Course Description: The web has become a large and complex area for application development. Access to an abundance of open source languages, libraries, and frameworks has led to the quick and easy construction of a variety of applications with several moving parts working in coordination to present to the user the illusion of a single program. In reality, web applications are extremely difficult to get right. They involve a large collection of coordinated services, multiple databases, complicated user interfaces, security and performance issues, and ever changing 3rd party services, spread across physical and virtual machines. These complications are further stressed by the large number of concurrent users that access these applications every second. This course will investigate several well known web-based applications and the technology and software architecture used to scale these applications. We will also study a specific topic related to scalability in software design in the context of web application architecture.


My Course Reflection

I took this course in Summer 2023. What? You haven't taken this course yet? You should! This course was amazing, excellent, and fantastic. Can I tell you how much I love this course? You learn about nodemon, morgan, helmet, middleware, curl, logging, testing, rate limiting, svelte, sveltekit, docker, docker compose, microservices, event driven architecture, and so much more. A lot of hands-on projects and exercises. If you are looking to learn about how to build a scalable web system, this course is for you. For the final project, I designed and implemented a web application that allows users to create and sign up for events, which is called Event Planner. I became the UCA for this course in Fall 2023. It was great working with professor Tim Richards, and I learned a lot from him, TAs and other students.

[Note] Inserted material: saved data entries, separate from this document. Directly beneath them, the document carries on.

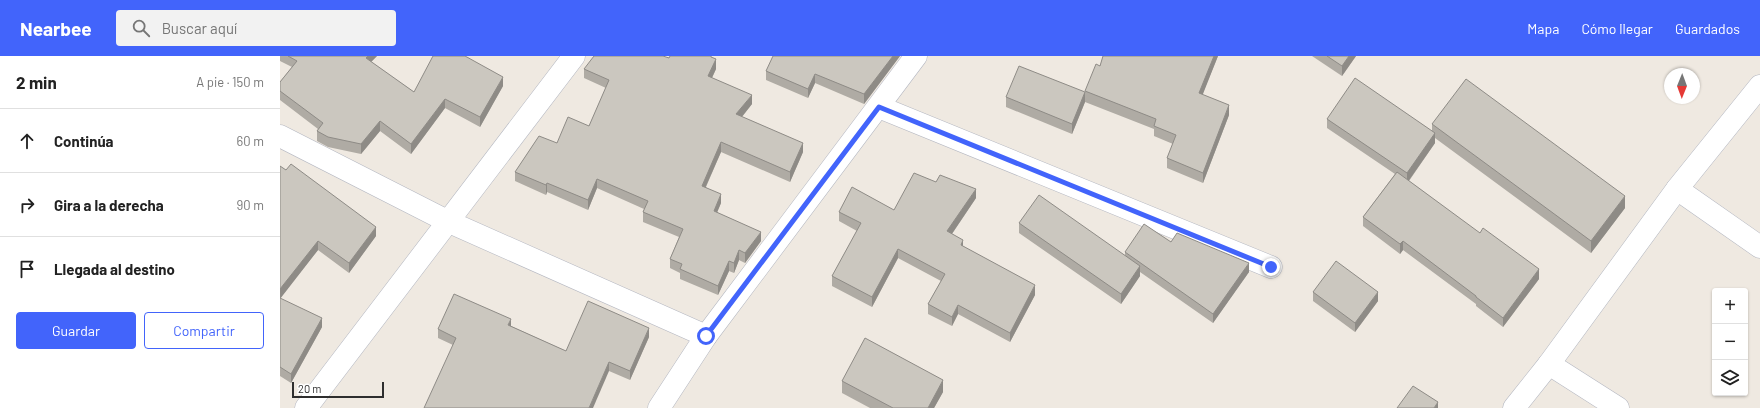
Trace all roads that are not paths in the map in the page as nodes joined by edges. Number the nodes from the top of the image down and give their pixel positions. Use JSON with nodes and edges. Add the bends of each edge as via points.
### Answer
{"nodes":[{"id":1,"x":574,"y":56,"type":"edge"},
{"id":2,"x":916,"y":56,"type":"edge"},
{"id":3,"x":1760,"y":86,"type":"edge"},
{"id":4,"x":879,"y":107,"type":"junction"},
{"id":5,"x":280,"y":136,"type":"edge"},
{"id":6,"x":1677,"y":189,"type":"junction"},
{"id":7,"x":448,"y":221,"type":"junction"},
{"id":8,"x":1760,"y":247,"type":"edge"},
{"id":9,"x":1271,"y":267,"type":"dead end"},
{"id":10,"x":706,"y":336,"type":"junction"},
{"id":11,"x":1549,"y":364,"type":"junction"},
{"id":12,"x":306,"y":408,"type":"edge"},
{"id":13,"x":659,"y":408,"type":"edge"},
{"id":14,"x":1514,"y":408,"type":"edge"},
{"id":15,"x":1618,"y":408,"type":"edge"}],
"edges":[{"from":1,"to":7,"type":"street"},
{"from":2,"to":4,"type":"street"},
{"from":3,"to":6,"type":"street"},
{"from":4,"to":9,"type":"street"},
{"from":4,"to":10,"type":"street"},
{"from":5,"to":7,"type":"street"},
{"from":6,"to":8,"type":"street"},
{"from":6,"to":11,"type":"street"},
{"from":7,"to":10,"type":"street"},
{"from":7,"to":12,"type":"street"},
{"from":10,"to":13,"type":"street"},
{"from":11,"to":14,"type":"street"},
{"from":11,"to":15,"type":"street"}]}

Code demonstration for Event Bus

app.post("/events", async (req, res) => {
    // the type of the event from each microservice
    const event = req.body;

    for (const { name, port } of servicePorts) {
        try {
            await fetch(`http://<name>:<port>/events`, {
                method: "POST",
                headers: { 'Content-Type': 'application/json' },
                body: JSON.stringify(event)
            })

        } catch (error) {
            console.log(error);
        }
    }

    res.send({ status: 'OK' });
})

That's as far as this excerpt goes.